The Vault Controller automates the creation of Vault tokens for Kubernetes Pods. This repo includes a set of hands-on tutorials and example programs you can use to try out the Vault Controller.
This is a prototype. Do not use this in production.
- Each Pod requires a dedicated Vault token tied to the Pod's life-cycle
- Each Pod will use a dedicated Vault token to request secrets from a Vault server
The following diagram demonstrates the flow Pods use to obtain a dedicated token when running in a Kubernetes cluster.
- An Init container requests a wrapped token from the Vault Controller
- The Vault Controller retrieves the Pod details from the Kubernetes API server
- If the Pod exists and contains the
vaultproject.io/policies
annotation a unique wrapped token is generated for the Pod. - The Vault Controller "callsback" the Pod using the Pod IP obtained from the Kubernetes API.
- The Init container unwraps the token to obtain a dedicated Vault token.
- The dedicated token is written to a well-known location and the Init container exits.
- Another container in the Pod reads the token from the token file.

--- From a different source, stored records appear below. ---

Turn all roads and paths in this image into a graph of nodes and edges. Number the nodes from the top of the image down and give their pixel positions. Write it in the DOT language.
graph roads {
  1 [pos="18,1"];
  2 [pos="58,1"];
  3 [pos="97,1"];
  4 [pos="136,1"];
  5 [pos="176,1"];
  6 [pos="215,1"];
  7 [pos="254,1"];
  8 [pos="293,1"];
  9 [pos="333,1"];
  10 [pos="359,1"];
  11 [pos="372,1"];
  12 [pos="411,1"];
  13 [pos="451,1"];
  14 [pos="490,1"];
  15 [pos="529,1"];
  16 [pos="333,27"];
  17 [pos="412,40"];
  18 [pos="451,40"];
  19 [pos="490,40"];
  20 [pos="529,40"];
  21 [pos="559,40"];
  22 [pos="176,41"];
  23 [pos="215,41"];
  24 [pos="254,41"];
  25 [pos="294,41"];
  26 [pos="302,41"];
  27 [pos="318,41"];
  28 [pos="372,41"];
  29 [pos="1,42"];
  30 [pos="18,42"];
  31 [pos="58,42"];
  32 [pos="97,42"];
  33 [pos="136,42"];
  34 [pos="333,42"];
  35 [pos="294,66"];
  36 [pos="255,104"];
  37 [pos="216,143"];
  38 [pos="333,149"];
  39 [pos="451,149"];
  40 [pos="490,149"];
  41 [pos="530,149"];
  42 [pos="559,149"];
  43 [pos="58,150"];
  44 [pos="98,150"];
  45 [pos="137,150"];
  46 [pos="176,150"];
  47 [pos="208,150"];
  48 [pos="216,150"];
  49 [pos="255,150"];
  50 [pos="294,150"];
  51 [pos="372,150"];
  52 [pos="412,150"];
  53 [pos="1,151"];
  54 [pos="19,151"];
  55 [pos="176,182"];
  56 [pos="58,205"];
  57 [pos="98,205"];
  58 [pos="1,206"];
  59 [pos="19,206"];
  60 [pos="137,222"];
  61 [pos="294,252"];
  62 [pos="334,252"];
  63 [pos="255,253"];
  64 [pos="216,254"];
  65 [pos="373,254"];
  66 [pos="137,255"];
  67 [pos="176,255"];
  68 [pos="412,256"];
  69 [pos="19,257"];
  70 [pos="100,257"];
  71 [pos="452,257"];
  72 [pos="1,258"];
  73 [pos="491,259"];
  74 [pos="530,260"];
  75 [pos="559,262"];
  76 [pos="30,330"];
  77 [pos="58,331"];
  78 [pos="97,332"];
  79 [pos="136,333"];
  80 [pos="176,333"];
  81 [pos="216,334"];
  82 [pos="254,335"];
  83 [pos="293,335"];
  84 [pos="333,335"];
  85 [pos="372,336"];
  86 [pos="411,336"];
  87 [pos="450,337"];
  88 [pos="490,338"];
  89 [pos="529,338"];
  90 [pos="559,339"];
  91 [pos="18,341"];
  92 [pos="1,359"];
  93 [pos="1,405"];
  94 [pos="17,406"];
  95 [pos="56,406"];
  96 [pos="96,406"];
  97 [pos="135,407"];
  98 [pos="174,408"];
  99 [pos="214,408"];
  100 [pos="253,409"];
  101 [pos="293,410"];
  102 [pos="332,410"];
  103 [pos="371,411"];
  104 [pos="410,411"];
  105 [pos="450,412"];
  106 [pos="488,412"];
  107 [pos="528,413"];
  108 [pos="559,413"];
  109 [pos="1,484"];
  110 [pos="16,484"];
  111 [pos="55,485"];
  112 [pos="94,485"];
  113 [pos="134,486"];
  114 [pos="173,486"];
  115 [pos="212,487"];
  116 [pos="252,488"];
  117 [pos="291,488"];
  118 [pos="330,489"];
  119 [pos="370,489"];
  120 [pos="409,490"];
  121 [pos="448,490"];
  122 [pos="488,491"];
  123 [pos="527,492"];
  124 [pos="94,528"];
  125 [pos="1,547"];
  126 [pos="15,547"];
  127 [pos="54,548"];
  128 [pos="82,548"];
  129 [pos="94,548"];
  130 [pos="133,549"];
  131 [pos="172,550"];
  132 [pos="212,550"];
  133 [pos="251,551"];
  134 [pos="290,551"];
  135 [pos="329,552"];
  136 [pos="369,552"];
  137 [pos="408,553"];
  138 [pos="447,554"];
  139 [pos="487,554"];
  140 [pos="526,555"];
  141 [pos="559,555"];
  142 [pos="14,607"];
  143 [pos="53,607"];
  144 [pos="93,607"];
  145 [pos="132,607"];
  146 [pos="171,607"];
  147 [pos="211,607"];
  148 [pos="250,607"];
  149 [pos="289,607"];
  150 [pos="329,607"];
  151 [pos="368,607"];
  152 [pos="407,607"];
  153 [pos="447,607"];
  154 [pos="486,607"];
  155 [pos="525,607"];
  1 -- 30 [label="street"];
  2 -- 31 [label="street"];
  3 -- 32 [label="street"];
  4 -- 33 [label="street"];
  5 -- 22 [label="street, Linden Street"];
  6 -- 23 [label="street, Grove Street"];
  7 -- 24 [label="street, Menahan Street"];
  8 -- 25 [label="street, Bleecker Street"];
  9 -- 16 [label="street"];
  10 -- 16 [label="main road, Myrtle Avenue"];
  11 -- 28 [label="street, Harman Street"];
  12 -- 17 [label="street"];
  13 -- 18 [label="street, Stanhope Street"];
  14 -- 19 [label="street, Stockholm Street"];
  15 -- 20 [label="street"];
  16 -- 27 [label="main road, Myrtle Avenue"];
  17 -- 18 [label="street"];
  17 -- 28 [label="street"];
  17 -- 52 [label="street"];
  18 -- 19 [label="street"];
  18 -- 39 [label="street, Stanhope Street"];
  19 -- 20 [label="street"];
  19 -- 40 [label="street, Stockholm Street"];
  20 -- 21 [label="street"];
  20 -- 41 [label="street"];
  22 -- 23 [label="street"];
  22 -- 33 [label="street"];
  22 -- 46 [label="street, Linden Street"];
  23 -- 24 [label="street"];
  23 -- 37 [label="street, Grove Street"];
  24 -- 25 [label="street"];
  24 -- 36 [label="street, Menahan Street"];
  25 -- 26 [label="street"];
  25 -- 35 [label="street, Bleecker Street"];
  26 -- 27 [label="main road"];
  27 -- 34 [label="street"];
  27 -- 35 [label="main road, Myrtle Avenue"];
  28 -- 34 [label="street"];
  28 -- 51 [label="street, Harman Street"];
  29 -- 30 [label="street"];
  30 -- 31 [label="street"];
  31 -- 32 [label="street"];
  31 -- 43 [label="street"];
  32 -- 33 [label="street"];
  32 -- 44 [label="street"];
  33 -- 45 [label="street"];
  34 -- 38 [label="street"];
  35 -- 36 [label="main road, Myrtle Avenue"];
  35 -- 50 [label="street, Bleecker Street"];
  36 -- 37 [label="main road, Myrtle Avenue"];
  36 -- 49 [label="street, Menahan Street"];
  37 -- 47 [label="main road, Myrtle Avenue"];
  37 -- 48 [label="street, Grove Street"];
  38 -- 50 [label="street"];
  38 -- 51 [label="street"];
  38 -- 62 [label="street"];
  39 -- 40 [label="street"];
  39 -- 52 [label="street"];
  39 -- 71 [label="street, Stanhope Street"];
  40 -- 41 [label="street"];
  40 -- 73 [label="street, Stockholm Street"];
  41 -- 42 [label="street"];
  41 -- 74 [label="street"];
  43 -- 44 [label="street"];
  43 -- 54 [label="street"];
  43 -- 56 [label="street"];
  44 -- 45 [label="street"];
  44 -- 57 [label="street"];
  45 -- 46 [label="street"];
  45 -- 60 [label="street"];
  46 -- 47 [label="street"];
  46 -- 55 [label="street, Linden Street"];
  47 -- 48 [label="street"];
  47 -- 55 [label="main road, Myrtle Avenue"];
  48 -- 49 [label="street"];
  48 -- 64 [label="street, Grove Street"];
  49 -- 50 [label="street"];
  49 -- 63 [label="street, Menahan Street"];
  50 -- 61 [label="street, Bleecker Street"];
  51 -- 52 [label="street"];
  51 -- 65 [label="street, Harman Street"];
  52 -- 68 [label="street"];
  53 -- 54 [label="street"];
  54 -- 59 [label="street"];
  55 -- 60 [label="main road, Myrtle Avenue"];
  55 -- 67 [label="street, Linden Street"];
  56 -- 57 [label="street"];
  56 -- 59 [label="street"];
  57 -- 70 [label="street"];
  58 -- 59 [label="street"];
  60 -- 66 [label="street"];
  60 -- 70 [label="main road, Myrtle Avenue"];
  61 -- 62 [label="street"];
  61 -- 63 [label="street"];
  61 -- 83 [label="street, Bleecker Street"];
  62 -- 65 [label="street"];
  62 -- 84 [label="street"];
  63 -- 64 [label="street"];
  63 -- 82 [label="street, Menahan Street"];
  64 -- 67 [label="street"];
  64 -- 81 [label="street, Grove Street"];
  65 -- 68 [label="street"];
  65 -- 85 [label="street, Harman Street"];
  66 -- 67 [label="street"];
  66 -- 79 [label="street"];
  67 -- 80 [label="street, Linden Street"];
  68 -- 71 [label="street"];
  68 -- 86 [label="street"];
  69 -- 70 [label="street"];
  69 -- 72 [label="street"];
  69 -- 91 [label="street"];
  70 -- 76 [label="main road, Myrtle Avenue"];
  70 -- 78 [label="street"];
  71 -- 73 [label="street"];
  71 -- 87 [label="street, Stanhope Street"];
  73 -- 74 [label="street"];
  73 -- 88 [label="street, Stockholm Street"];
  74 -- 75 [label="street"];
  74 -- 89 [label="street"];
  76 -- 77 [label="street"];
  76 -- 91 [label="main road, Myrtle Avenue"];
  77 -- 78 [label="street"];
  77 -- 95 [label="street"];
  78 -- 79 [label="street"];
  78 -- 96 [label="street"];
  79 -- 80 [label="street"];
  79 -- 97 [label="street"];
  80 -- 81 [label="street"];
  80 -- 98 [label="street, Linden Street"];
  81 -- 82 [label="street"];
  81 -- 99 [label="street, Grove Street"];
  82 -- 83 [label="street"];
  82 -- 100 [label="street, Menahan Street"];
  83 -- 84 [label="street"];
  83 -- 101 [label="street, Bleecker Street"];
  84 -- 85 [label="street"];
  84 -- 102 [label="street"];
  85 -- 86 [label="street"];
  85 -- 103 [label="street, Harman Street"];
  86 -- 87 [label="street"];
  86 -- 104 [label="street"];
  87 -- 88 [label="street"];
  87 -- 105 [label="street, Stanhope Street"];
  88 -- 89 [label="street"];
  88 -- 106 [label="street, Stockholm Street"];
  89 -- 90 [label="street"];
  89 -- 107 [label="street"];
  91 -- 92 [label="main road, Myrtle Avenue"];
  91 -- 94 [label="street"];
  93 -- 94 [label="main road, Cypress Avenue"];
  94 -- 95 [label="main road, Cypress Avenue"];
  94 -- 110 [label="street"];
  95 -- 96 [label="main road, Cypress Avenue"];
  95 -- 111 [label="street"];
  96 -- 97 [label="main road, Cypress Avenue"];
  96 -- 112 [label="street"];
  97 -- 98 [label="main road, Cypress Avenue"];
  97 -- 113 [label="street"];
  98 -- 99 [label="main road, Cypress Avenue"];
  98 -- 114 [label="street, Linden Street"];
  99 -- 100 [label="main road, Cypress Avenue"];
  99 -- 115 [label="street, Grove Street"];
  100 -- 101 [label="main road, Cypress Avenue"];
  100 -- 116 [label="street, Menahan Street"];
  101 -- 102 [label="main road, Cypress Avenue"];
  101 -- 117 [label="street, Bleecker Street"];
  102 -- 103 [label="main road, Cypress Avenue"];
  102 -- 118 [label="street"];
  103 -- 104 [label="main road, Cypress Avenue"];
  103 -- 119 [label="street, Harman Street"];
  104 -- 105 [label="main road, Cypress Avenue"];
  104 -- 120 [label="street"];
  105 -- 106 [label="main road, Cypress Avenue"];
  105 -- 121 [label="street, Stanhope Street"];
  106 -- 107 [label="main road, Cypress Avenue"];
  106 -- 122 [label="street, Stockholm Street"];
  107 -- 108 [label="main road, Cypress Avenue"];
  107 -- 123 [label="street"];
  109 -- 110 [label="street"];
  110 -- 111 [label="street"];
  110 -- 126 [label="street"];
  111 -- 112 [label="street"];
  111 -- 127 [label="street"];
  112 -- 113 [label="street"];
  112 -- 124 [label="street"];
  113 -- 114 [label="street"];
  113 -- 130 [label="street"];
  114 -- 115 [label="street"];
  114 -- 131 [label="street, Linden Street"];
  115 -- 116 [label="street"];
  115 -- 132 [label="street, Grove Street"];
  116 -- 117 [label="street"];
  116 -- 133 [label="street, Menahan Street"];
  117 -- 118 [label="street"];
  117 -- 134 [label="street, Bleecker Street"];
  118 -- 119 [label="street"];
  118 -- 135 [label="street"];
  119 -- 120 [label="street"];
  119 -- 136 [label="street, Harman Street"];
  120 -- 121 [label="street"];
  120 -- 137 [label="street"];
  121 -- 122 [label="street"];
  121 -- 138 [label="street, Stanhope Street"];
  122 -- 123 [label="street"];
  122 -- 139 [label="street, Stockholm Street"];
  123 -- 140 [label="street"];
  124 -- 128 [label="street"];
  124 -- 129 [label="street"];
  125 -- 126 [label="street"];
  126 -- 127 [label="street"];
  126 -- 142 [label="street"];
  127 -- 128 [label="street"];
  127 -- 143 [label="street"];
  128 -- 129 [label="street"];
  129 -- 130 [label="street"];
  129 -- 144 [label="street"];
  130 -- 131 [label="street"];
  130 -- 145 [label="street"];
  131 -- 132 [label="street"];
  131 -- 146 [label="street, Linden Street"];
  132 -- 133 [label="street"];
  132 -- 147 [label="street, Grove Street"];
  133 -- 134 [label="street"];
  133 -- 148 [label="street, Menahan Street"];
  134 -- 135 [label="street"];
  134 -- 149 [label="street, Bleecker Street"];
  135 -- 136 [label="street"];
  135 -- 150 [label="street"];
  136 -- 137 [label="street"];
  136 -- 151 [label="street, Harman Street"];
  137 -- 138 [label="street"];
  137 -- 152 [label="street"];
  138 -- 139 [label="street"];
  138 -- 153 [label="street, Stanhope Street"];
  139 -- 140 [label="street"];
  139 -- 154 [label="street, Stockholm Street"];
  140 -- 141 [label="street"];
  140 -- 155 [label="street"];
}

- Another container in the Pod renews the token to keep it from expiring.
More details can be found in the How it Works document.
The following tutorials will guide you through the deployment of the vault-controller
and an example application to see how it all works.
Clone this repository:
git clone https://github.com/kelseyhightower/vault-controller.git
cd vault-controller
Before you can complete the tutorials you'll need access to a Kubernetes clusters. Google Container Engine (GKE) or minikube should work.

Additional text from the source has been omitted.